Clinical trials take a long time to be published, if they are at all. And when they are published, most of them are either missing critical information or have changed the way they describe the outcomes to suit the results they found (or wanted). Despite these problems, the vast majority of the new methods and technologies that we build in biomedical informatics to improve evidence synthesis remain focused on published articles and bibliographic databases.
Simply: no matter how accurately we can convince a machine to screen the abstracts of published articles for us, we are still bound by what doesn’t appear in those articles.
We might assume that published articles are the best source of clinical evidence we have. But there is an obvious alternative. Clinical trial registries are mature systems that have been around for more than a decade, their use is mandated by law and policy for many countries and organisations, and they tell us more completely and more quickly what research should be available. With new requirements for results reporting coming into effect, more and more trials have structured summary results available (last time I checked ClinicalTrials.gov, it was 7.8 million participants from more than 20,000 trials, and that makes up more than 20% of all completed trials).
The reality is that not all trials are registered, not all registered trials are linked to their results, and not all results are posted in clinical trial registries. And having some results available in a database doesn’t immediately solve the problems of publication bias, outcome reporting bias, spin, and failure to use results to help design replication studies.
In a systematic review of the processes used to link clinical trial registries to published articles, we found that the proportions of trials that had registrations was about the same as the proportion of registrations that had publications (when they were checked properly, not the incorrect number of 8.7 million patients you might have heard about). Depending on whether you are an optimist or a pessimist, you can say that what is available in clinical trial registries is just as good/bad as what is available in bibliographic databases.
Beyond that, the semi-structured results that are available in ClinicalTrials.gov are growing rapidly (by volume and proportion). The results data (a) help us to avoid some of the biases that appear in published research; (b) can appear earlier; (c) can be used to reconcile published results; and (d) as it turns out, make it much easier to convince a machine to screen for trial registrations that meet a certain set of inclusion criteria.
I suspect that the assumption that clinical trial registries are less useful than the published literature is a big part of the reason why nearly all of the machine learning and other natural language processing research in the area is still stuck on published articles. But that is a bad assumption.
Back in 2012, we wrote in Science Translational Medicine about how to build an open community of researchers to build and grow a repository of structured clinical trial results data. The following is based on that list but with nearly 6 years of hindsight:
- Make it accessible: And not just in the sense of being open, but by providing tools to make it easier to access results data; tools that support data extraction, searching, screening, synthesis. We already have lots of tools in this space that were developed to work with bibliographic databases, and many could easily be modified to work with results data from clinical trial registries.
- Make all tools available to everyone: The reason why open source software communities work so well is that by sharing, people build tools on top of other tools on top of methods.
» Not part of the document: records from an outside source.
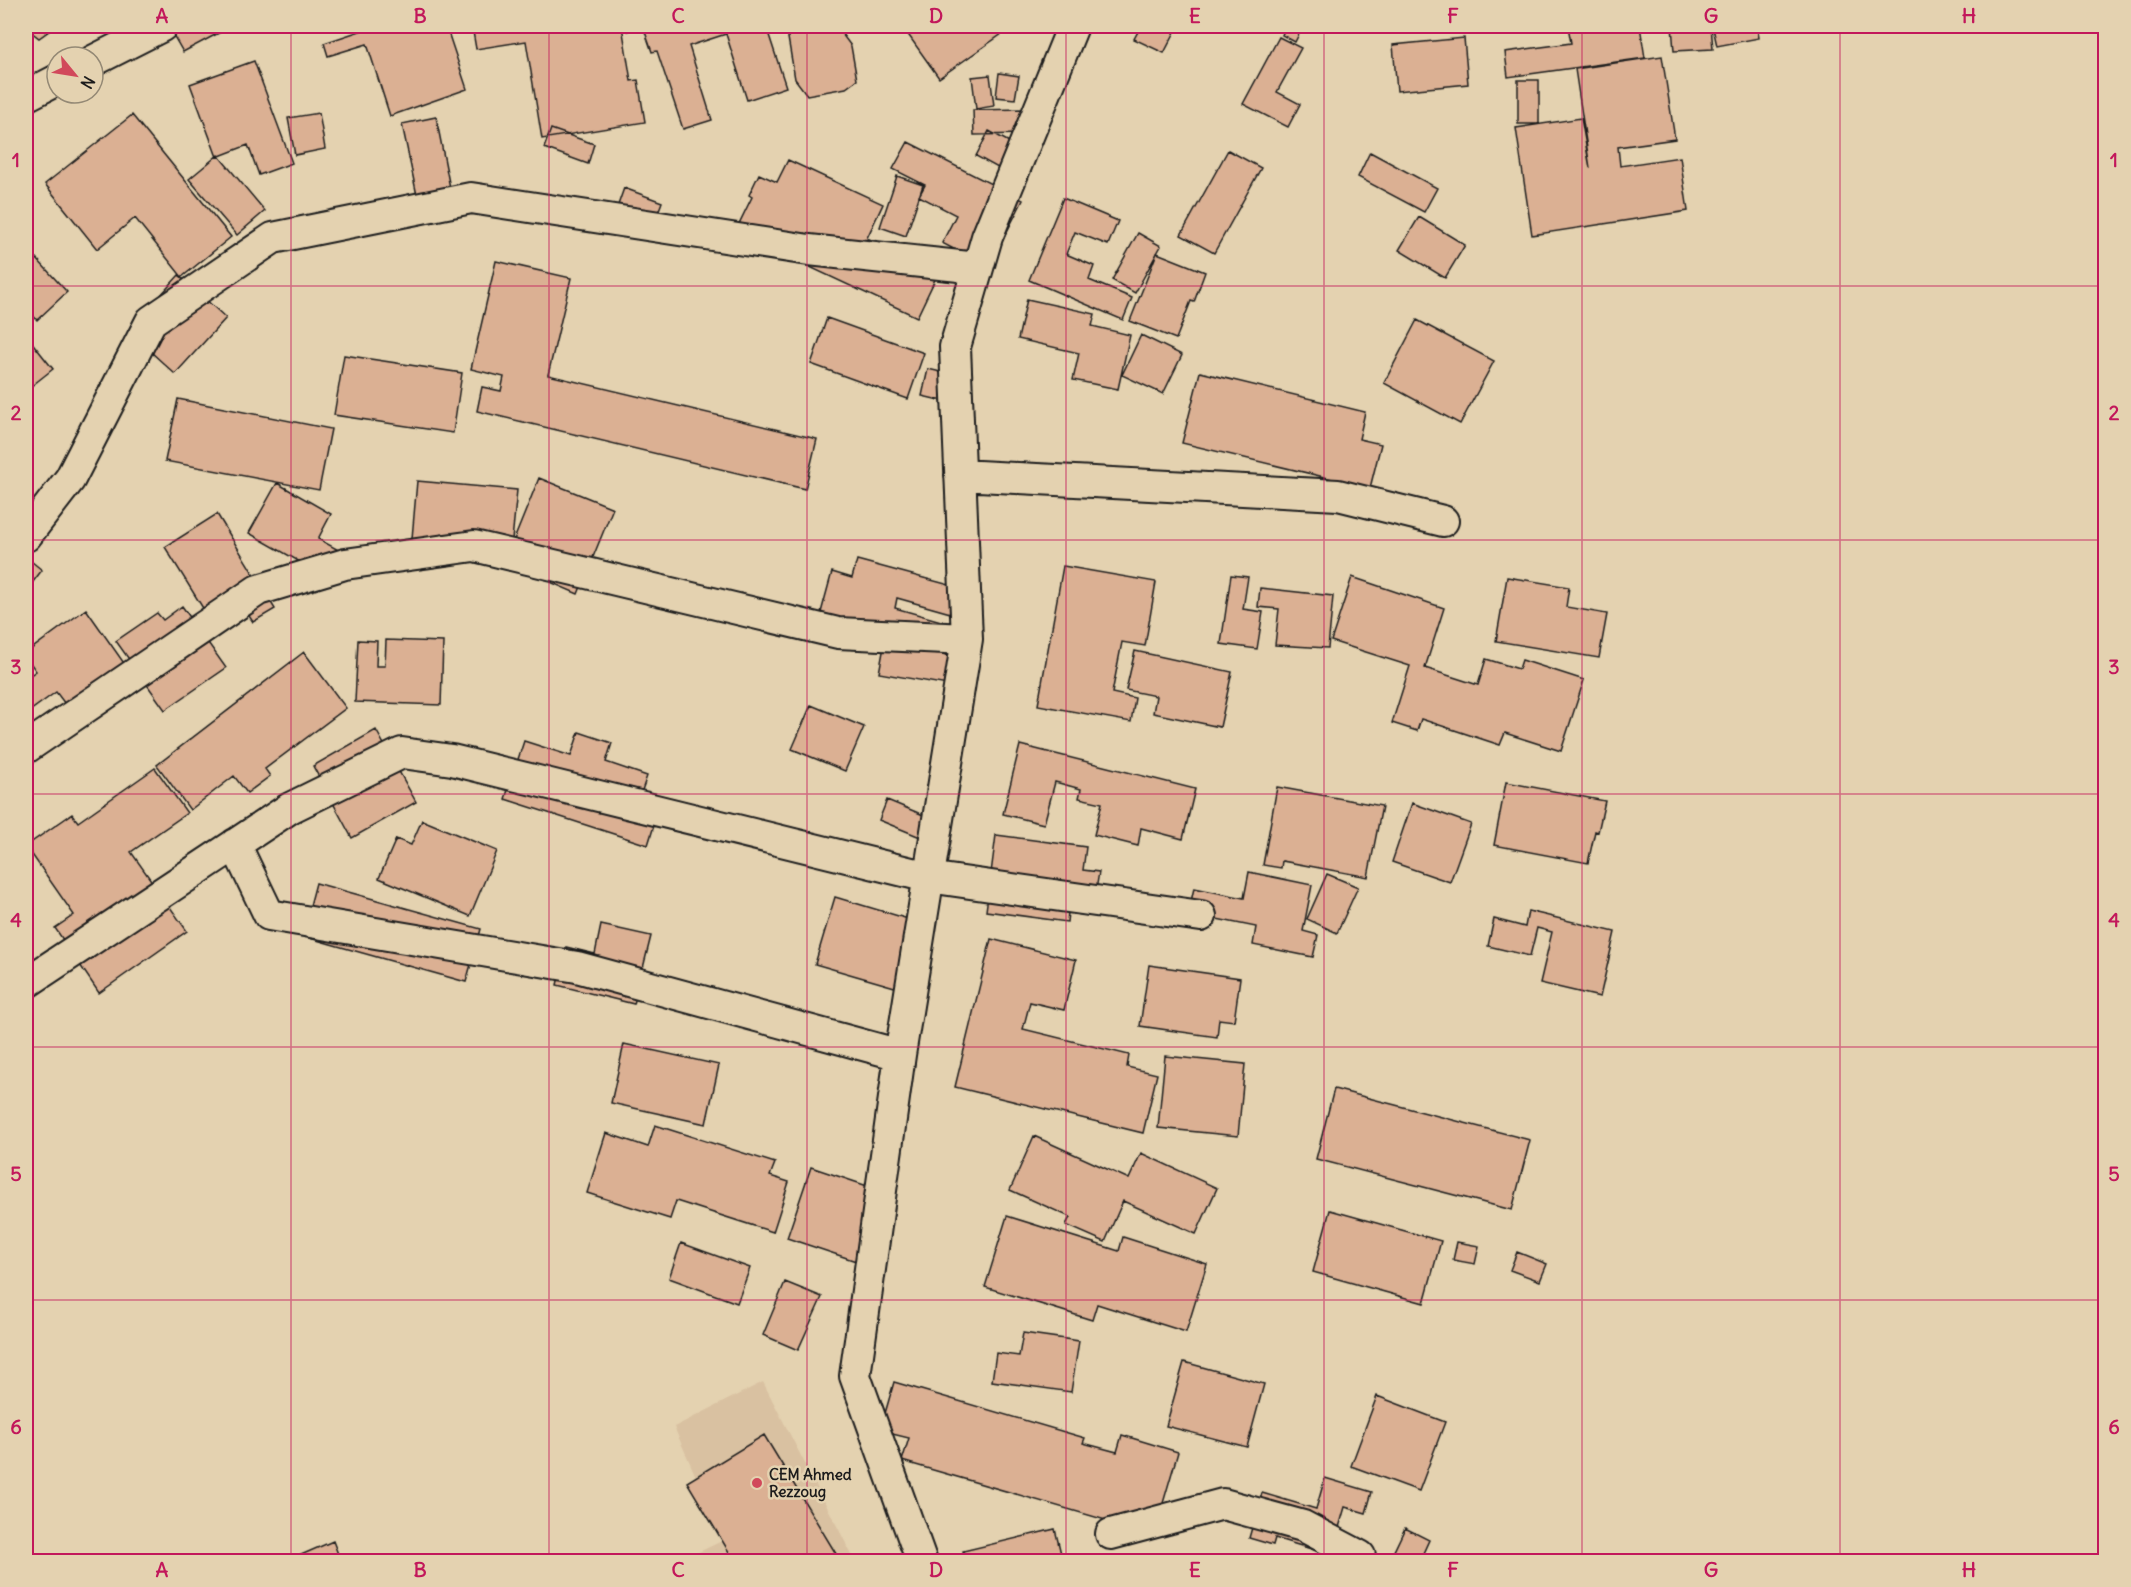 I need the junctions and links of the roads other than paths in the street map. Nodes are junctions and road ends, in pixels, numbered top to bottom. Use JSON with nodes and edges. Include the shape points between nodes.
{"nodes":[{"id":1,"x":162,"y":26,"type":"edge"},
{"id":2,"x":1073,"y":26,"type":"edge"},
{"id":3,"x":105,"y":55,"type":"edge"},
{"id":4,"x":45,"y":86,"type":"edge"},
{"id":5,"x":26,"y":96,"type":"edge"},
{"id":6,"x":978,"y":268,"type":"junction"},
{"id":7,"x":960,"y":475,"type":"junction"},
{"id":8,"x":1443,"y":521,"type":"dead end"},
{"id":9,"x":26,"y":536,"type":"edge"},
{"id":10,"x":966,"y":639,"type":"junction"},
{"id":11,"x":26,"y":748,"type":"edge"},
{"id":12,"x":235,"y":844,"type":"junction"},
{"id":13,"x":928,"y":877,"type":"junction"},
{"id":14,"x":1201,"y":916,"type":"dead end"},
{"id":15,"x":26,"y":983,"type":"edge"},
{"id":16,"x":900,"y":1055,"type":"junction"},
{"id":17,"x":1111,"y":1534,"type":"dead end"},
{"id":18,"x":922,"y":1562,"type":"edge"},
{"id":19,"x":1354,"y":1562,"type":"edge"}],
"edges":[{"from":1,"to":3,"type":"street"},
{"from":2,"to":6,"type":"street"},
{"from":4,"to":5,"type":"street"},
{"from":6,"to":7,"type":"street","via":[[956,348]]},
{"from":6,"to":9,"type":"street","via":[[809,250],[471,198],[273,238],[151,321],[70,479]]},
{"from":7,"to":8,"type":"street","via":[[1338,495]]},
{"from":7,"to":10,"type":"street"},
{"from":10,"to":11,"type":"street","via":[[838,633],[474,546],[345,564],[258,590]]},
{"from":10,"to":13,"type":"street"},
{"from":12,"to":13,"type":"street","via":[[290,808],[402,753],[452,760]]},
{"from":12,"to":15,"type":"street"},
{"from":12,"to":16,"type":"street","via":[[269,915],[577,967]]},
{"from":13,"to":14,"type":"street"},
{"from":13,"to":16,"type":"street"},
{"from":16,"to":18,"type":"street","via":[[855,1376]]},
{"from":17,"to":19,"type":"street","via":[[1223,1504],[1303,1526],[1360,1556]]}]}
It was an idea of sharing that was borne of necessity back when computers were scarce, slow, and people had to make the most of their time with them. Tools for searching, screening, cleaning, extracting, and synthesising should be made available to everyone via simple user interfaces.
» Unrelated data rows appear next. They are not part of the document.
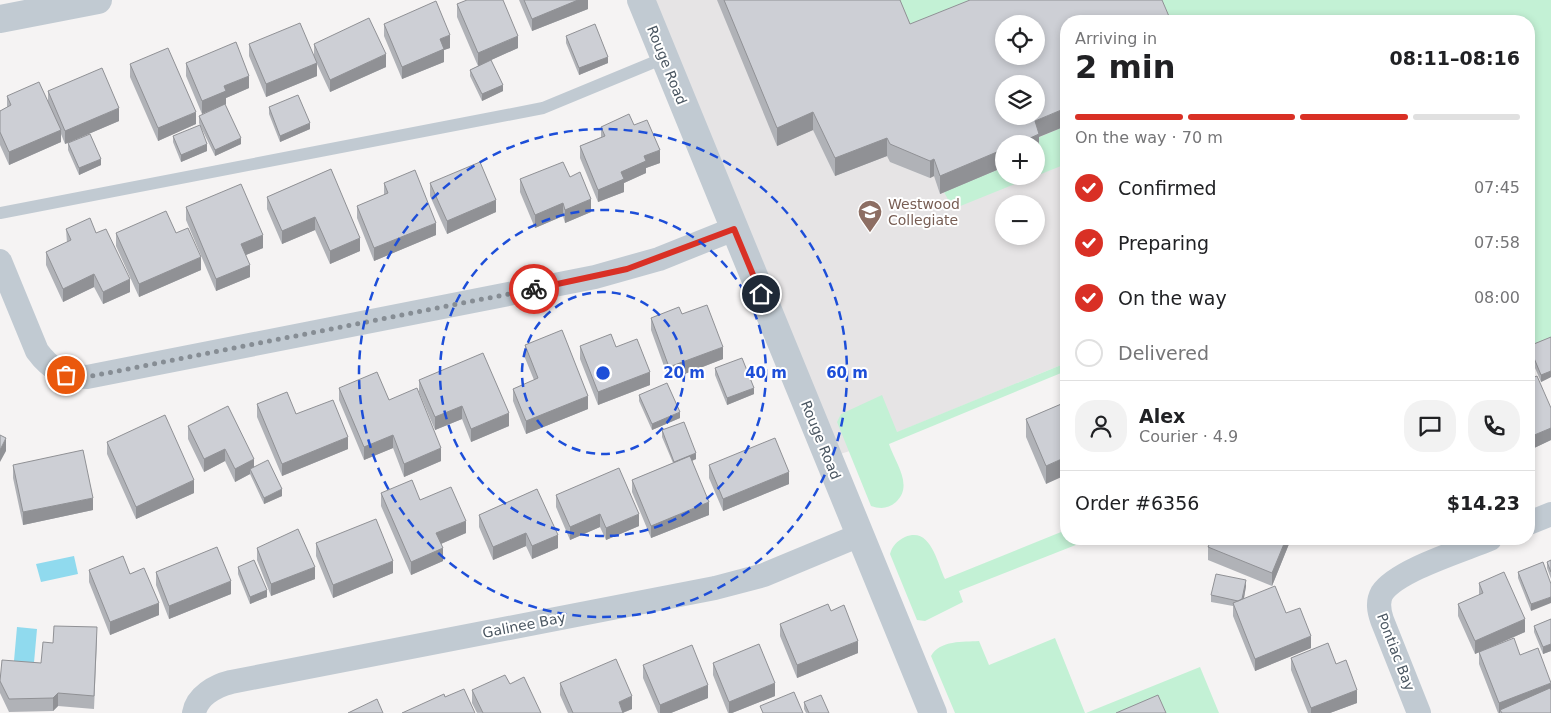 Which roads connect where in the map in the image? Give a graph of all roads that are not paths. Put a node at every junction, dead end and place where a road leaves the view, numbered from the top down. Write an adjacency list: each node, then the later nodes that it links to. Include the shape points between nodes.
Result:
1 (98, 0): 3 (street)
2 (641, 0): 4 (street, Rouge Road)
3 (0, 19)
4 (664, 58): 5 (lane, via 543,108); 6 (street, Rouge Road)
5 (0, 213)
6 (734, 229): 7 (street, via 659,259 595,277 87,377 57,371 37,351); 10 (street, Rouge Road)
7 (0, 261)
8 (1551, 514): 9 (street)
9 (1535, 521)
10 (860, 535): 12 (street, Galinee Bay, via 764,574 723,586 231,682 209,691 195,707); 13 (street, Rouge Road)
11 (1476, 545): 14 (street, Pontiac Bay, via 1406,574 1391,583 1382,594 1379,606 1382,620)
12 (194, 713)
13 (933, 713)
14 (1419, 713) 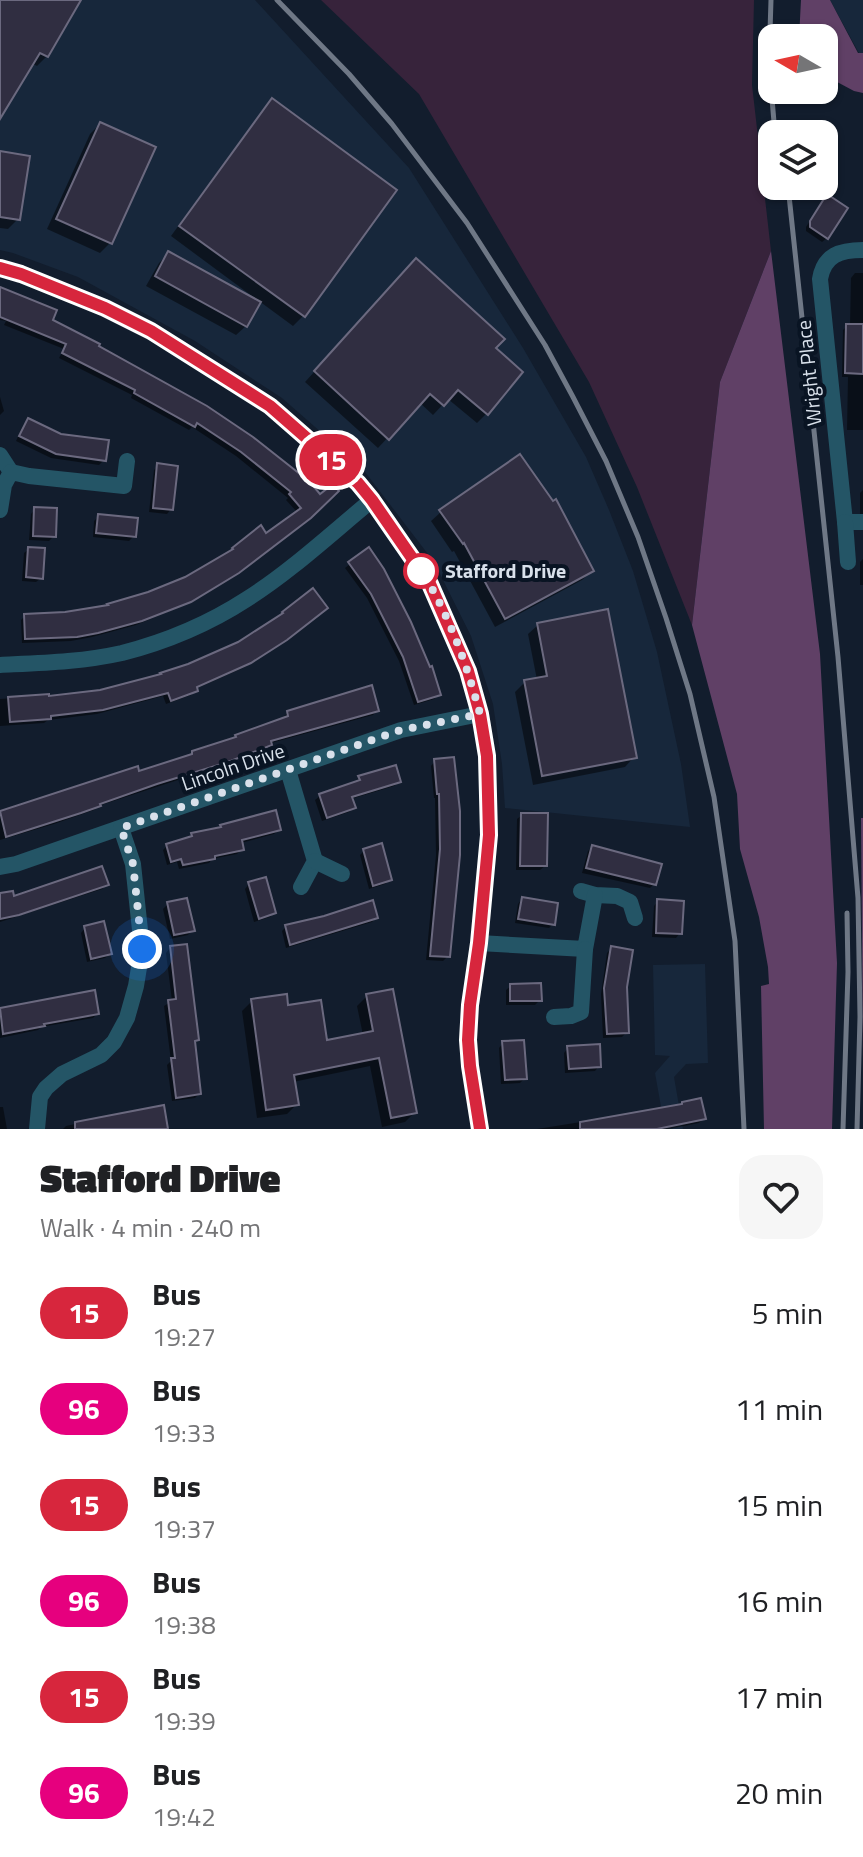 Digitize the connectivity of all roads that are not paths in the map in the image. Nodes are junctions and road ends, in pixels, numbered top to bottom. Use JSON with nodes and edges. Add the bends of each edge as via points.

- Let people clean and manage data together: Have a self-correcting mechanism that allows people to update and fix problems with the metadata representing trials and links to articles and systematic reviews, even if the trial is not their own. And share those links, because there’s nothing worse than duplicating data cleaning efforts. If the Wikipedia/Reddit models don’t work, there are plenty of others.
- Help people allocate limited resources: If we really want to reduce the amount of time it takes to identify unsafe or ineffective interventions, we need to support the methods and tools that help the whole community identify the questions that are most in need of answers, and decide together how best to answer them, rather than competing to chase bad incentives like money and career progression. Methods for spotting questions with answers that may be out of date should become software tools that anyone can use.
- Make it ethical and transparent: There are situations where data should not be shared, especially when we start thinking about including individual participant data in addition to summary data. There are also risks that people may use the available data to tell stories that are simply not true. Risks related to ethics, privacy, and biases need to be addressed and tools need to be validated carefully to help people avoid mistakes whenever possible.
We are already starting to do some of this work in my team. But there are so many opportunities for people in biomedical informatics to think beyond the bibliographic databases, and to develop new methods that will transform the way we do evidence synthesis. My suggestion: start with the dot points above. Take a risk. Build the things that will diminish the bad incentives and support the good incentives.